> Exercise objective
Omit the images and reproduce the rest of the entries exactly.

> Input for this task
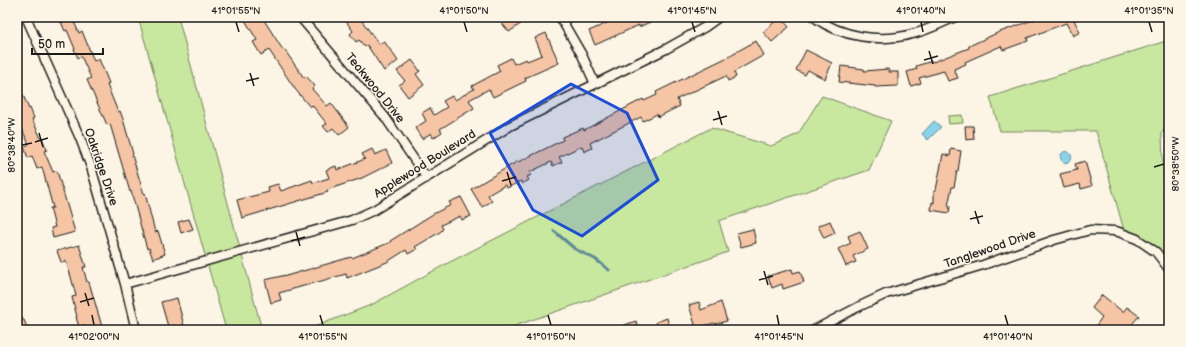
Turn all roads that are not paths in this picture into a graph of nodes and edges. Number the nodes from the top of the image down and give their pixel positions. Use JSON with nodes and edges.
{"nodes":[{"id":1,"x":26,"y":17,"type":"edge"},
{"id":2,"x":300,"y":17,"type":"edge"},
{"id":3,"x":560,"y":17,"type":"edge"},
{"id":4,"x":719,"y":17,"type":"edge"},
{"id":5,"x":814,"y":17,"type":"edge"},
{"id":6,"x":955,"y":17,"type":"edge"},
{"id":7,"x":595,"y":84,"type":"junction"},
{"id":8,"x":426,"y":177,"type":"junction"},
{"id":9,"x":1169,"y":269,"type":"edge"},
{"id":10,"x":125,"y":284,"type":"junction"},
{"id":11,"x":136,"y":330,"type":"edge"},
{"id":12,"x":814,"y":330,"type":"edge"}],
"edges":[{"from":1,"to":10,"type":"street","name":"Oakridge Drive"},
{"from":2,"to":8,"type":"street","name":"Teakwood Drive"},
{"from":3,"to":7,"type":"street"},
{"from":4,"to":7,"type":"street","name":"Applewood Boulevard"},
{"from":5,"to":6,"type":"street"},
{"from":7,"to":8,"type":"street","name":"Applewood Boulevard"},
{"from":8,"to":10,"type":"street","name":"Applewood Boulevard"},
{"from":9,"to":12,"type":"street","name":"Tanglewood Drive"},
{"from":10,"to":11,"type":"street","name":"Oakridge Drive"}]}
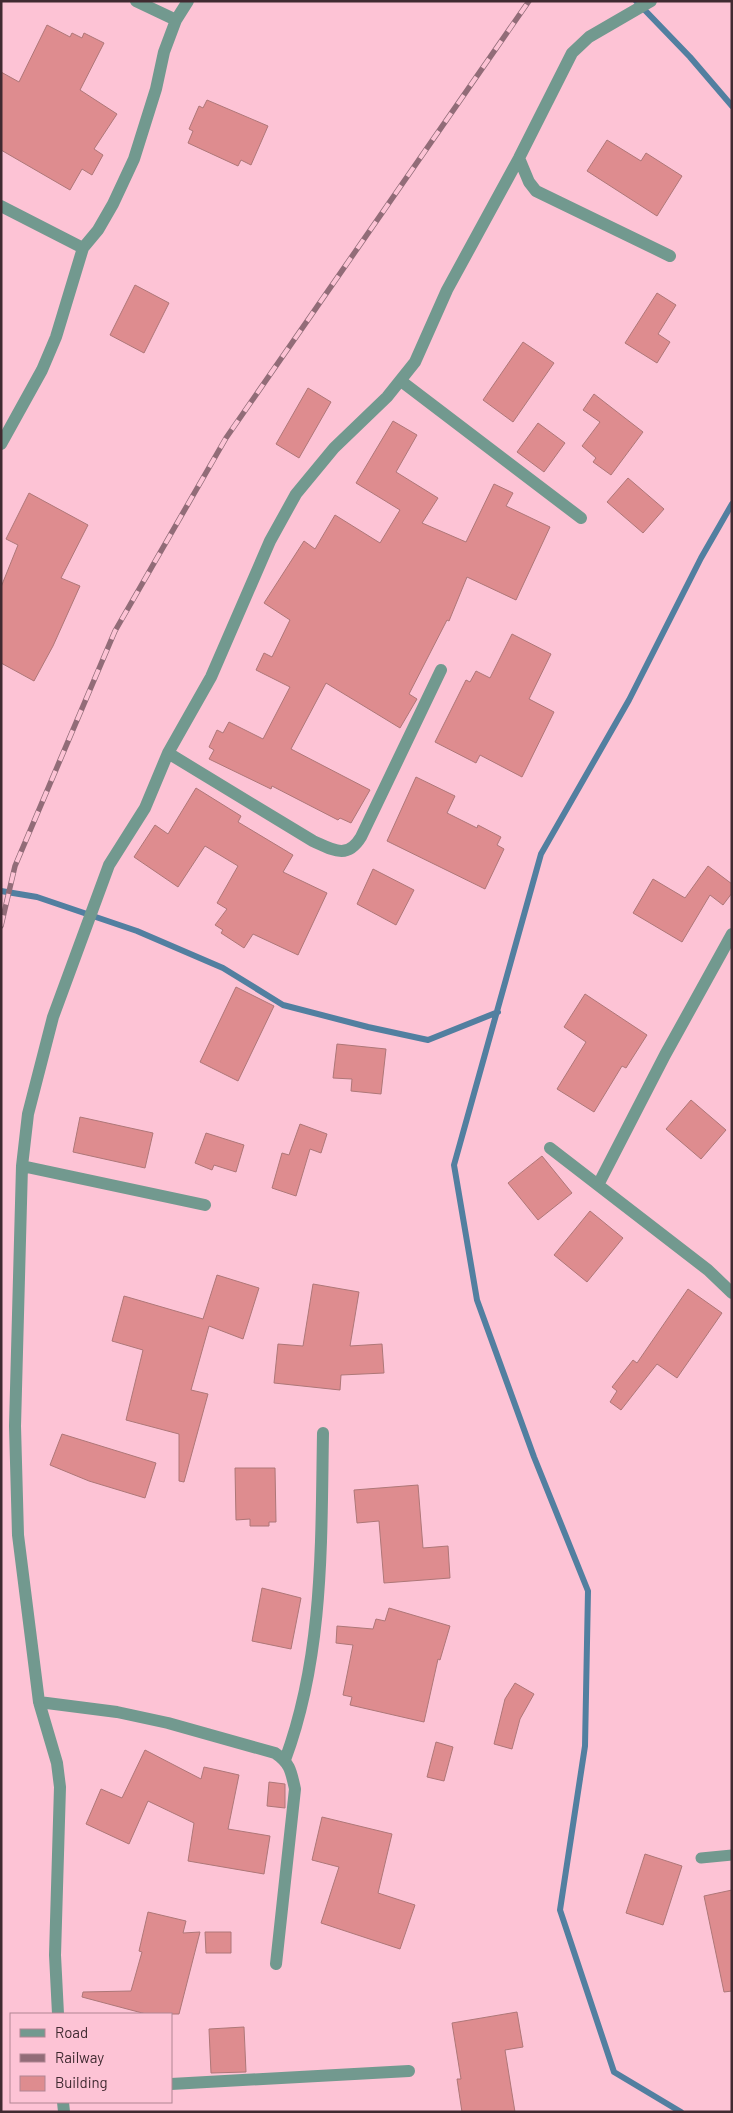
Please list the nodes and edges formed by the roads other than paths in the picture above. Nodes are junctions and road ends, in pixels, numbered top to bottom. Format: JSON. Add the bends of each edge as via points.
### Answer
{"nodes":[{"id":1,"x":136,"y":1,"type":"edge"},
{"id":2,"x":188,"y":1,"type":"edge"},
{"id":3,"x":651,"y":1,"type":"edge"},
{"id":4,"x":176,"y":20,"type":"junction"},
{"id":5,"x":519,"y":158,"type":"junction"},
{"id":6,"x":1,"y":206,"type":"edge"},
{"id":7,"x":83,"y":248,"type":"junction"},
{"id":8,"x":670,"y":256,"type":"dead end"},
{"id":9,"x":401,"y":381,"type":"junction"},
{"id":10,"x":1,"y":444,"type":"edge"},
{"id":11,"x":581,"y":518,"type":"dead end"},
{"id":12,"x":441,"y":670,"type":"dead end"},
{"id":13,"x":168,"y":753,"type":"junction"},
{"id":14,"x":732,"y":934,"type":"edge"},
{"id":15,"x":550,"y":1148,"type":"dead end"},
{"id":16,"x":22,"y":1166,"type":"junction"},
{"id":17,"x":598,"y":1185,"type":"junction"},
{"id":18,"x":205,"y":1205,"type":"dead end"},
{"id":19,"x":732,"y":1292,"type":"edge"},
{"id":20,"x":323,"y":1433,"type":"dead end"},
{"id":21,"x":39,"y":1702,"type":"junction"},
{"id":22,"x":285,"y":1760,"type":"junction"},
{"id":23,"x":732,"y":1855,"type":"edge"},
{"id":24,"x":701,"y":1858,"type":"dead end"},
{"id":25,"x":276,"y":1964,"type":"dead end"},
{"id":26,"x":58,"y":2013,"type":"edge"},
{"id":27,"x":409,"y":2071,"type":"dead end"},
{"id":28,"x":172,"y":2084,"type":"edge"}],
"edges":[{"from":1,"to":4,"type":"street"},
{"from":2,"to":4,"type":"street"},
{"from":3,"to":5,"type":"street","via":[[589,37],[572,53]]},
{"from":4,"to":7,"type":"street","via":[[134,159],[113,204]]},
{"from":5,"to":8,"type":"street","via":[[536,191]]},
{"from":5,"to":9,"type":"street","via":[[448,290],[416,362]]},
{"from":6,"to":7,"type":"street"},
{"from":7,"to":10,"type":"street","via":[[56,337],[42,370]]},
{"from":9,"to":11,"type":"street"},
{"from":9,"to":13,"type":"street","via":[[334,448],[296,494],[270,541],[211,677]]},
{"from":12,"to":13,"type":"street","via":[[361,837],[348,851],[333,850],[313,841]]},
{"from":13,"to":16,"type":"street","via":[[145,808],[109,865],[53,1017],[28,1114]]},
{"from":14,"to":17,"type":"street"},
{"from":15,"to":17,"type":"street"},
{"from":16,"to":18,"type":"street"},
{"from":16,"to":21,"type":"street","via":[[15,1426],[18,1535]]},
{"from":17,"to":19,"type":"street"},
{"from":20,"to":22,"type":"street","via":[[320,1574],[312,1660],[297,1728]]},
{"from":21,"to":22,"type":"street","via":[[117,1712],[168,1723],[275,1753]]},
{"from":21,"to":26,"type":"street","via":[[57,1763],[60,1788],[55,1955]]},
{"from":22,"to":25,"type":"street","via":[[295,1788]]},
{"from":23,"to":24,"type":"lane"},
{"from":27,"to":28,"type":"street"}]}
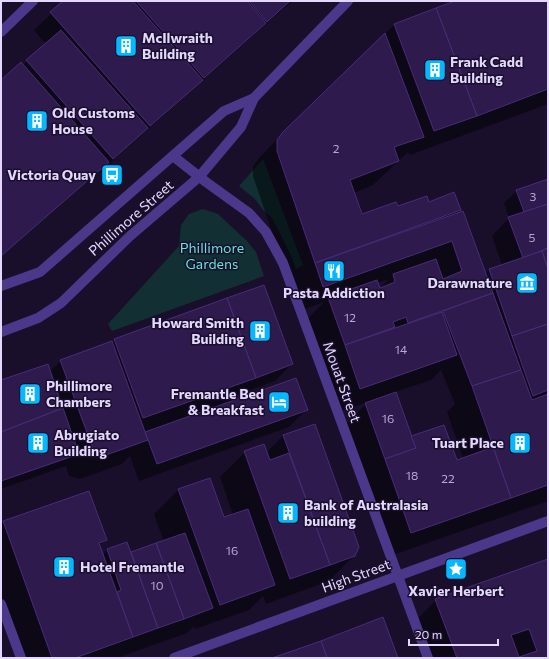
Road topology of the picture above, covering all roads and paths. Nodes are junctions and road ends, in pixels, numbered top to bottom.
1 (33, 1) edge
2 (348, 1) edge
3 (1, 32) edge
4 (254, 98) junction
5 (173, 156) junction
6 (199, 177) junction
7 (1, 286) edge
8 (1, 332) edge
9 (548, 522) edge
10 (398, 576) junction
11 (1, 604) edge
12 (21, 658) edge
13 (174, 658) edge
14 (428, 658) edge

1 - 3 street
2 - 4 street, Phillimore Street
4 - 5 street, Phillimore Street
4 - 6 street, Phillimore Street
5 - 6 street, Mouat Street
5 - 7 street, Phillimore Street
6 - 8 street, Phillimore Street
6 - 10 street, Mouat Street
9 - 10 street, High Street
10 - 13 street, High Street
10 - 14 street, Mouat Street
11 - 12 street

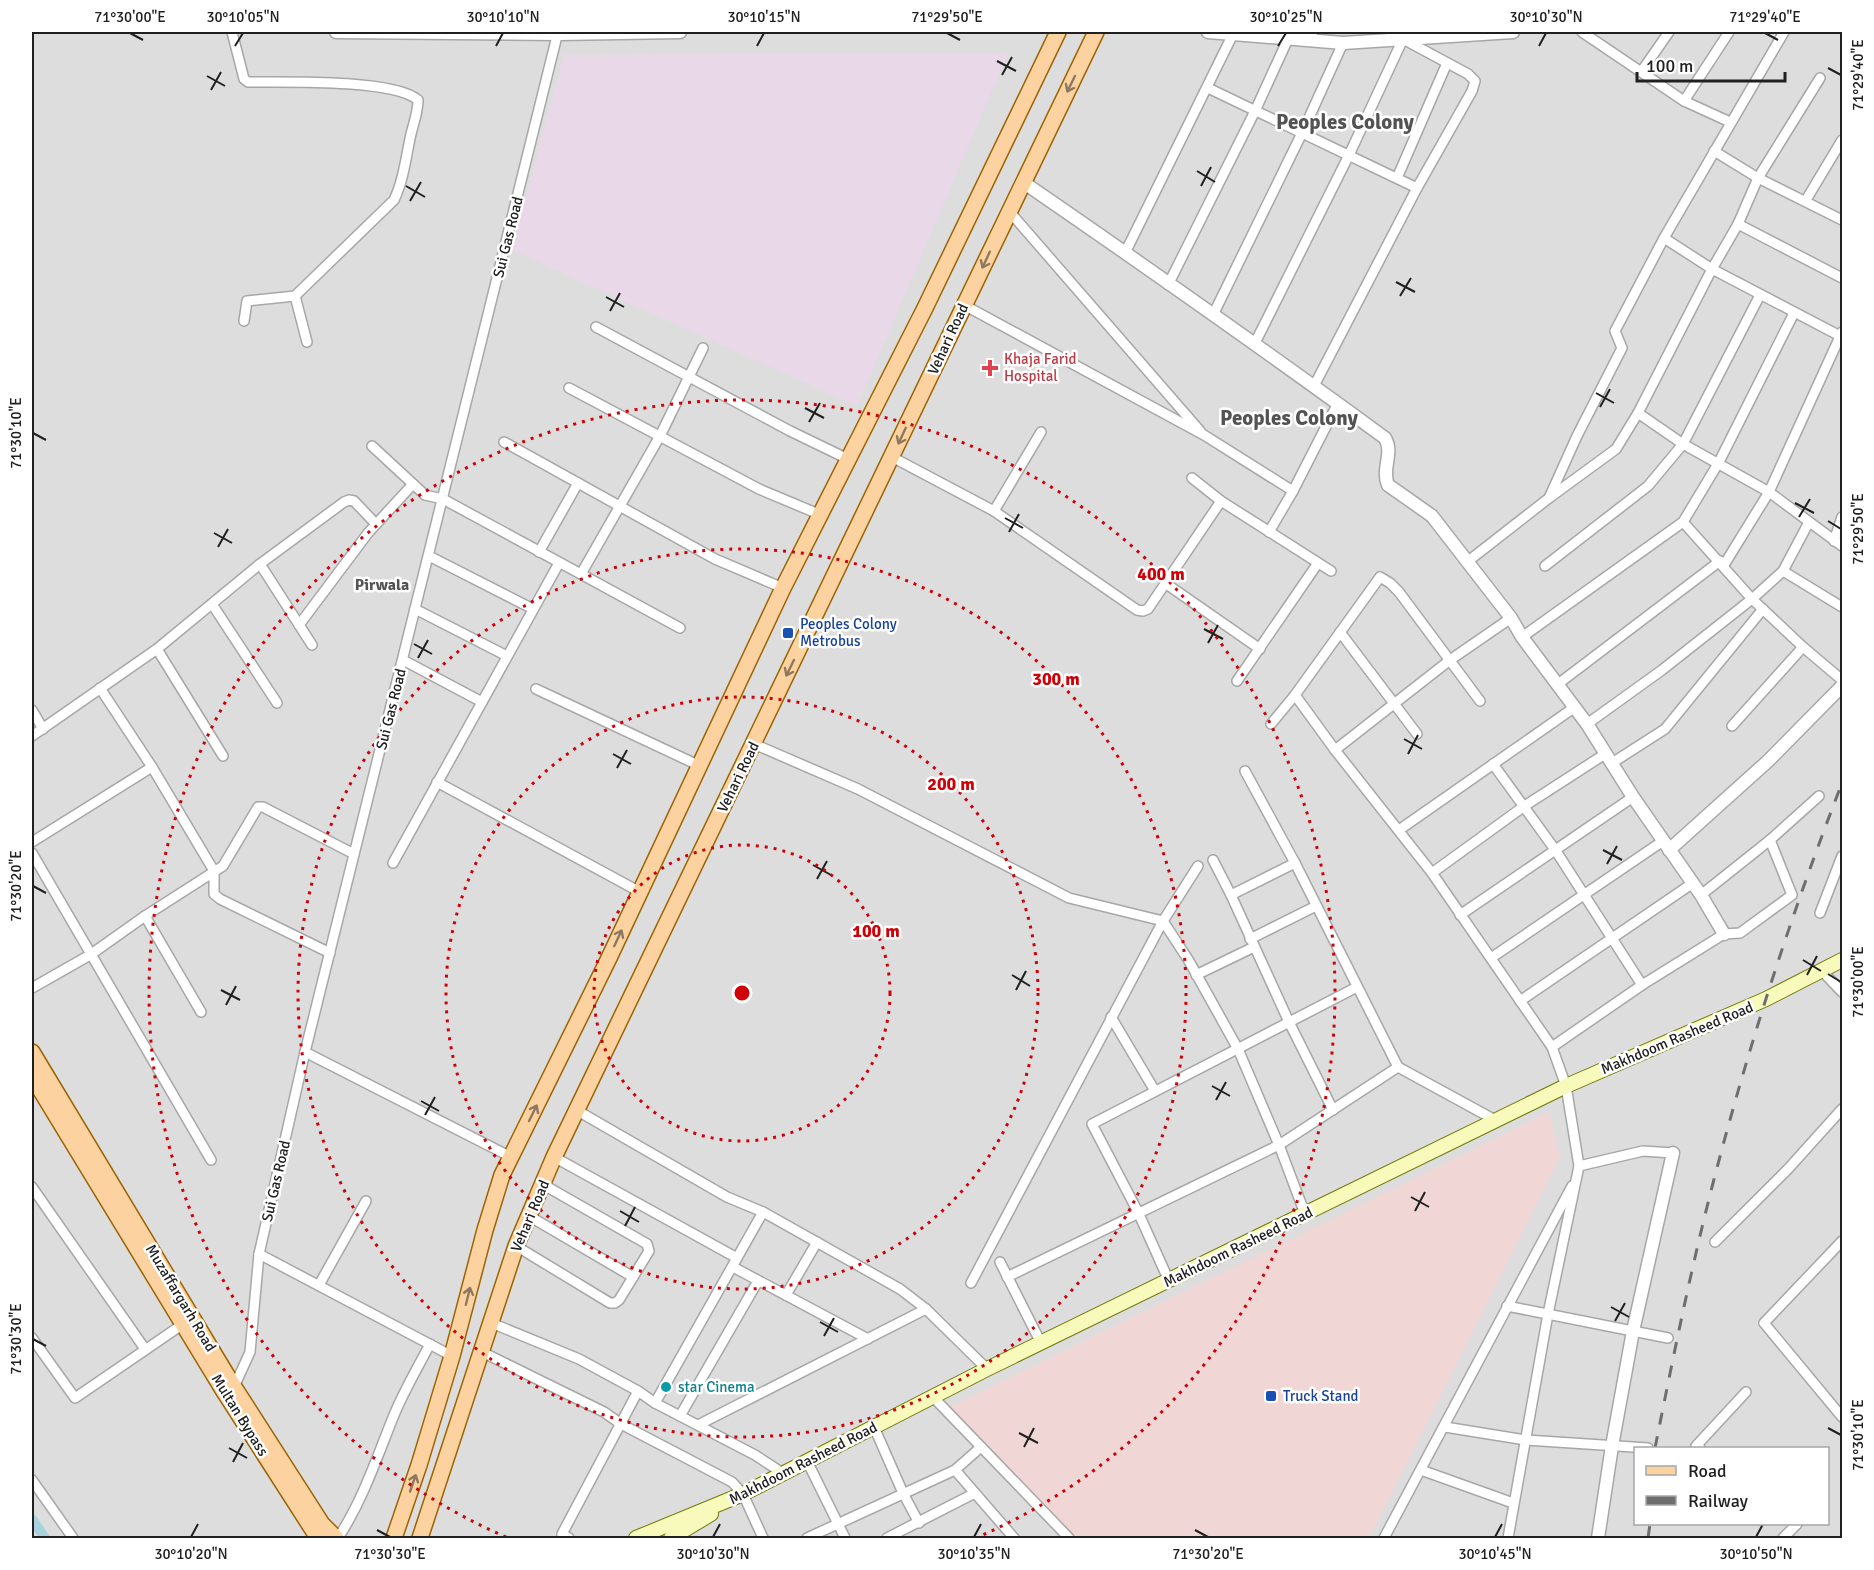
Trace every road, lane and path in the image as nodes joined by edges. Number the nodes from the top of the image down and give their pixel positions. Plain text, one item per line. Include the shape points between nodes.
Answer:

> Exercise result
Turn all roads that are not paths in this picture into a graph of nodes and edges. Number the nodes from the top of the image down and give their pixel positions. Use JSON with nodes and edges.
{"nodes":[{"id":1,"x":26,"y":17,"type":"edge"},
{"id":2,"x":300,"y":17,"type":"edge"},
{"id":3,"x":560,"y":17,"type":"edge"},
{"id":4,"x":719,"y":17,"type":"edge"},
{"id":5,"x":814,"y":17,"type":"edge"},
{"id":6,"x":955,"y":17,"type":"edge"},
{"id":7,"x":595,"y":84,"type":"junction"},
{"id":8,"x":426,"y":177,"type":"junction"},
{"id":9,"x":1169,"y":269,"type":"edge"},
{"id":10,"x":125,"y":284,"type":"junction"},
{"id":11,"x":136,"y":330,"type":"edge"},
{"id":12,"x":814,"y":330,"type":"edge"}],
"edges":[{"from":1,"to":10,"type":"street","name":"Oakridge Drive"},
{"from":2,"to":8,"type":"street","name":"Teakwood Drive"},
{"from":3,"to":7,"type":"street"},
{"from":4,"to":7,"type":"street","name":"Applewood Boulevard"},
{"from":5,"to":6,"type":"street"},
{"from":7,"to":8,"type":"street","name":"Applewood Boulevard"},
{"from":8,"to":10,"type":"street","name":"Applewood Boulevard"},
{"from":9,"to":12,"type":"street","name":"Tanglewood Drive"},
{"from":10,"to":11,"type":"street","name":"Oakridge Drive"}]}
Please list the nodes and edges formed by the roads other than paths in the picture above. Nodes are junctions and road ends, in pixels, numbered top to bottom. Format: JSON. Add the bends of each edge as via points.
### Answer
{"nodes":[{"id":1,"x":136,"y":1,"type":"edge"},
{"id":2,"x":188,"y":1,"type":"edge"},
{"id":3,"x":651,"y":1,"type":"edge"},
{"id":4,"x":176,"y":20,"type":"junction"},
{"id":5,"x":519,"y":158,"type":"junction"},
{"id":6,"x":1,"y":206,"type":"edge"},
{"id":7,"x":83,"y":248,"type":"junction"},
{"id":8,"x":670,"y":256,"type":"dead end"},
{"id":9,"x":401,"y":381,"type":"junction"},
{"id":10,"x":1,"y":444,"type":"edge"},
{"id":11,"x":581,"y":518,"type":"dead end"},
{"id":12,"x":441,"y":670,"type":"dead end"},
{"id":13,"x":168,"y":753,"type":"junction"},
{"id":14,"x":732,"y":934,"type":"edge"},
{"id":15,"x":550,"y":1148,"type":"dead end"},
{"id":16,"x":22,"y":1166,"type":"junction"},
{"id":17,"x":598,"y":1185,"type":"junction"},
{"id":18,"x":205,"y":1205,"type":"dead end"},
{"id":19,"x":732,"y":1292,"type":"edge"},
{"id":20,"x":323,"y":1433,"type":"dead end"},
{"id":21,"x":39,"y":1702,"type":"junction"},
{"id":22,"x":285,"y":1760,"type":"junction"},
{"id":23,"x":732,"y":1855,"type":"edge"},
{"id":24,"x":701,"y":1858,"type":"dead end"},
{"id":25,"x":276,"y":1964,"type":"dead end"},
{"id":26,"x":58,"y":2013,"type":"edge"},
{"id":27,"x":409,"y":2071,"type":"dead end"},
{"id":28,"x":172,"y":2084,"type":"edge"}],
"edges":[{"from":1,"to":4,"type":"street"},
{"from":2,"to":4,"type":"street"},
{"from":3,"to":5,"type":"street","via":[[589,37],[572,53]]},
{"from":4,"to":7,"type":"street","via":[[134,159],[113,204]]},
{"from":5,"to":8,"type":"street","via":[[536,191]]},
{"from":5,"to":9,"type":"street","via":[[448,290],[416,362]]},
{"from":6,"to":7,"type":"street"},
{"from":7,"to":10,"type":"street","via":[[56,337],[42,370]]},
{"from":9,"to":11,"type":"street"},
{"from":9,"to":13,"type":"street","via":[[334,448],[296,494],[270,541],[211,677]]},
{"from":12,"to":13,"type":"street","via":[[361,837],[348,851],[333,850],[313,841]]},
{"from":13,"to":16,"type":"street","via":[[145,808],[109,865],[53,1017],[28,1114]]},
{"from":14,"to":17,"type":"street"},
{"from":15,"to":17,"type":"street"},
{"from":16,"to":18,"type":"street"},
{"from":16,"to":21,"type":"street","via":[[15,1426],[18,1535]]},
{"from":17,"to":19,"type":"street"},
{"from":20,"to":22,"type":"street","via":[[320,1574],[312,1660],[297,1728]]},
{"from":21,"to":22,"type":"street","via":[[117,1712],[168,1723],[275,1753]]},
{"from":21,"to":26,"type":"street","via":[[57,1763],[60,1788],[55,1955]]},
{"from":22,"to":25,"type":"street","via":[[295,1788]]},
{"from":23,"to":24,"type":"lane"},
{"from":27,"to":28,"type":"street"}]}
Road topology of the picture above, covering all roads and paths. Nodes are junctions and road ends, in pixels, numbered top to bottom.
1 (33, 1) edge
2 (348, 1) edge
3 (1, 32) edge
4 (254, 98) junction
5 (173, 156) junction
6 (199, 177) junction
7 (1, 286) edge
8 (1, 332) edge
9 (548, 522) edge
10 (398, 576) junction
11 (1, 604) edge
12 (21, 658) edge
13 (174, 658) edge
14 (428, 658) edge

1 - 3 street
2 - 4 street, Phillimore Street
4 - 5 street, Phillimore Street
4 - 6 street, Phillimore Street
5 - 6 street, Mouat Street
5 - 7 street, Phillimore Street
6 - 8 street, Phillimore Street
6 - 10 street, Mouat Street
9 - 10 street, High Street
10 - 13 street, High Street
10 - 14 street, Mouat Street
11 - 12 street

Trace every road, lane and path in the image as nodes joined by edges. Number the nodes from the top of the image down and give their pixel positions. Plain text, one item per line. Include the shape points between nodes.
Answer:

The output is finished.